What the survivors don’t know is that the Tiger Shark is cursed with an ethereal presence bringing hardship upon the boat and its crew. Lt. Brice (Bruce Greenwood, Thirteen Days), now in command after the captain’s disappearance, tries to maintain order amongst his crew as the sub slowly falls apart due to the constant pounding of the German Destroyer above and with the ghoulish specter sabotaging all attempts at repair below. Brice is also battling personal demons and they may or may not be intimately intertwined with the sub’s current predicament. As the chain of command breaks down due to unexplained death or mental deterioration, it’s up to Ensign Odell (Matt Davis, Blue Crush) to solve the riddling clues left by the ghost and save the ship before everyone aboard dies of hydrogen narcosis or something much, much worse.

 

The glory of Below is, despite its seeming complexity, it is actually a fairly simple ghostly mystery dropped into a harrowingly human wartime context. The peril inherent in submarine warfare is already terrifying enough, but mixed with a ghost that may be out for revenge the seeds of a surprisingly tense tale are all in place.

 

Granted, while Twohy whips things up into an increasingly tense and believably frenzy, he rushes the conclusion much too fast.
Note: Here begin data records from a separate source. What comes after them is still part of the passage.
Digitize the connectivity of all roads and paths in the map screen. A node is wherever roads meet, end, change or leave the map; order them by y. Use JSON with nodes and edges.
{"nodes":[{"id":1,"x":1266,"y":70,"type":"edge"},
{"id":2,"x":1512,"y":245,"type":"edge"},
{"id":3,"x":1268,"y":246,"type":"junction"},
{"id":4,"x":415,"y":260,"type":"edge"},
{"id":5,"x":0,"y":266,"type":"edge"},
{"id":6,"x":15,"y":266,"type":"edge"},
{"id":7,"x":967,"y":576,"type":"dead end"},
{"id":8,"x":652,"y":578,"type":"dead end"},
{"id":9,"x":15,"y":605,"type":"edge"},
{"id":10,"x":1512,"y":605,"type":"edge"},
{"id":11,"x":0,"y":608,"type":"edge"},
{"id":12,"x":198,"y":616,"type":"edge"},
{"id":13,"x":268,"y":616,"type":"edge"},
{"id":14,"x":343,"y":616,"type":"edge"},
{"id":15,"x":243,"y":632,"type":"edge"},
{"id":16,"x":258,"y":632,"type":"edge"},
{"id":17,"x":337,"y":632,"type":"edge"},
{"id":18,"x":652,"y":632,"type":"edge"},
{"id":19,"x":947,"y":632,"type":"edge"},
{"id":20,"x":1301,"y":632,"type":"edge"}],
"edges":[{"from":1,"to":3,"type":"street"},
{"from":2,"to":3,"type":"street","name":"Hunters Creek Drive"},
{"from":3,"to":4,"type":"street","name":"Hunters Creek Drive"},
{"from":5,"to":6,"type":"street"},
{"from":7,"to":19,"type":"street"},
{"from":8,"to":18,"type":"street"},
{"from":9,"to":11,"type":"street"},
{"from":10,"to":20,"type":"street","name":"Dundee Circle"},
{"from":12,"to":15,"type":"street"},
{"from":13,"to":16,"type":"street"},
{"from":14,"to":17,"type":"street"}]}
And, despite the uniformly fine performances and steady direction, it is a little hard to get past the fact that Below is little more than a solid B-movie.

 

But so what? Twohy’s gentle hand and the films economic screenplay are real winners. There is more tension in the first twenty minutes of Below than most thrillers of this type can muster for an entire run time (Swimfan, anyone?) and it’s always nice to find a film that assumes its audience has more than half a brain. The USS Tiger Shark may be sinking, but this film certainly isn’t.